Huck stood as Jackie stepped into the stream. “Where are you going?”
“To show her the Wolfsbane,” Jackie said. “Your boots will get wet,” he told Rav
en. “You need shoes to walk in this stream. The rocks are killer on bare feet.”
She knew that and didn’t care if her boots got wet. They got soaked with dew every morning anyway. She wondered what the “wolfsbane” was.
Huck followed them into the creek. “What if she tells her mom?” he asked.
“She won’t,” Jackie said.
“It’s on her property.”
Jackie stopped walking and looked at Raven. “You won’t tell your mom, will you?”
“No,” she said.
“Did you tell her about us swimming in your creek?” Huck asked.
“No.”
“You see?” Jackie said to his brother.
“So you didn’t tell her about us at all?” Huck asked.
She shook her head.
“We didn’t tell our mom either,” Jackie said. “We didn’t think she’d like that we go far and on other people’s land.”
Other children kept secrets from their mothers, too. She felt better about not telling Mama.
As they waded downstream, she saw why the boys walked in the water to get to the swimming hole. Both shores were thickets of blackberry thorns and shrubs that made land walking impossible. She had never walked so far downstream.
After a long stretch of shallow water rippling over rocks, then a deeper bend, Raven stopped when she saw the strange thing ahead.

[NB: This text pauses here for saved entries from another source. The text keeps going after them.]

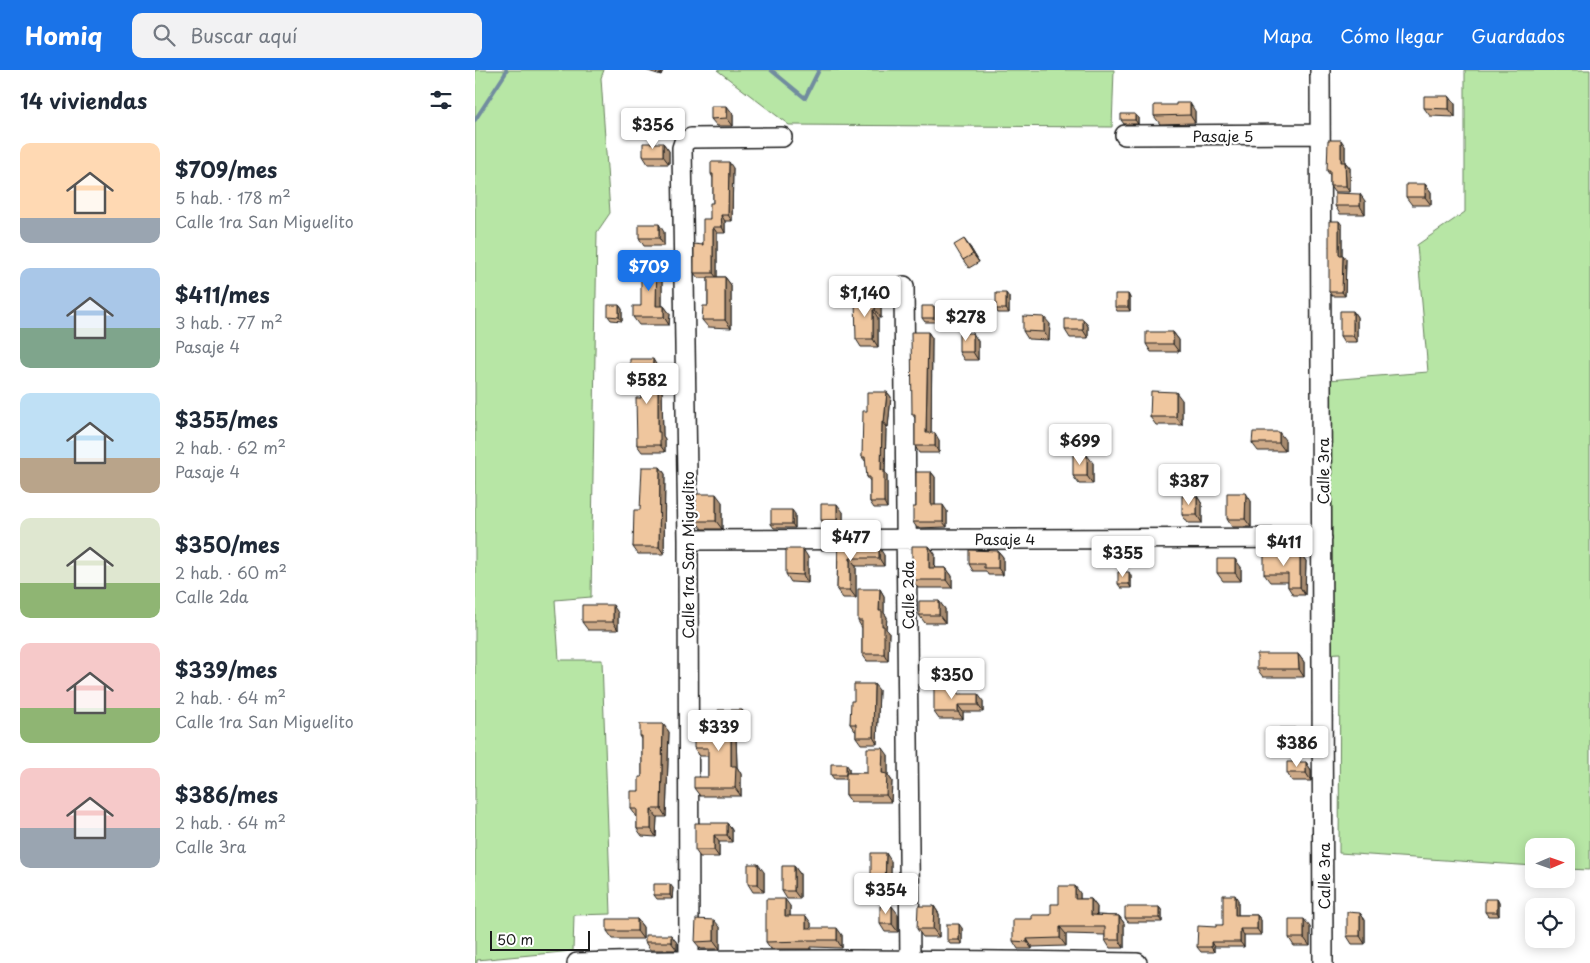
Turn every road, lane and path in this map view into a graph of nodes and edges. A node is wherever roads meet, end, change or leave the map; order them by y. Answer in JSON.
{"nodes":[{"id":1,"x":1320,"y":70,"type":"edge"},
{"id":2,"x":1320,"y":134,"type":"junction"},
{"id":3,"x":1125,"y":135,"type":"dead end"},
{"id":4,"x":782,"y":137,"type":"dead end"},
{"id":5,"x":904,"y":286,"type":"dead end"},
{"id":6,"x":907,"y":538,"type":"junction"},
{"id":7,"x":1322,"y":538,"type":"junction"},
{"id":8,"x":688,"y":540,"type":"junction"},
{"id":9,"x":689,"y":961,"type":"edge"},
{"id":10,"x":910,"y":961,"type":"edge"},
{"id":11,"x":577,"y":963,"type":"edge"},
{"id":12,"x":1137,"y":963,"type":"edge"},
{"id":13,"x":1323,"y":963,"type":"edge"}],
"edges":[{"from":1,"to":2,"type":"street","name":"Calle 3ra"},
{"from":2,"to":3,"type":"street","name":"Pasaje 5"},
{"from":2,"to":7,"type":"street","name":"Calle 3ra"},
{"from":4,"to":8,"type":"street","name":"Calle 1ra San Miguelito"},
{"from":5,"to":6,"type":"street","name":"Calle 2da"},
{"from":6,"to":7,"type":"street","name":"Pasaje 4"},
{"from":6,"to":8,"type":"street","name":"Pasaje 4"},
{"from":6,"to":10,"type":"street","name":"Calle 2da"},
{"from":7,"to":13,"type":"street","name":"Calle 3ra"},
{"from":8,"to":9,"type":"street","name":"Calle 1ra San Miguelito"},
{"from":9,"to":10,"type":"street"},
{"from":9,"to":11,"type":"street"},
{"from":10,"to":12,"type":"street"}]}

The boys grinned at her surprise.
In the middle of another wide, shallow riffle was a stack of objects topped by a small humanlike shape.
“It’s better from the front,” Jackie said.
She followed the boys to the other side of the thing Jackie had called “wolfsbane.” Placed in the middle of the stream were two plastic milk crates, one blue, one red. On top was a boxy thing with broken glass in front. A TV, she guessed, because she’d seen them in pictures in books. Inside the broken TV was a deer skull with only one antler. On top of the TV was a rusty black microwave oven with a shattered glass door. And on top of that was a stone woman. She was carved to look like she was wearing a gown that draped over her hair down to her bare feet. She held her arms out with her palms up, but one arm was broken off at the elbow. The other shoulder had a piece missing. The woman used to be light gray, but now she was mostly green, covered in moss.
“Reece, Huck, and I made this last year,” Jackie said. “To scare the werewolf away. Reece calls it the Wolfsbane because it’s like that stuff in movies that scares away werewolves.”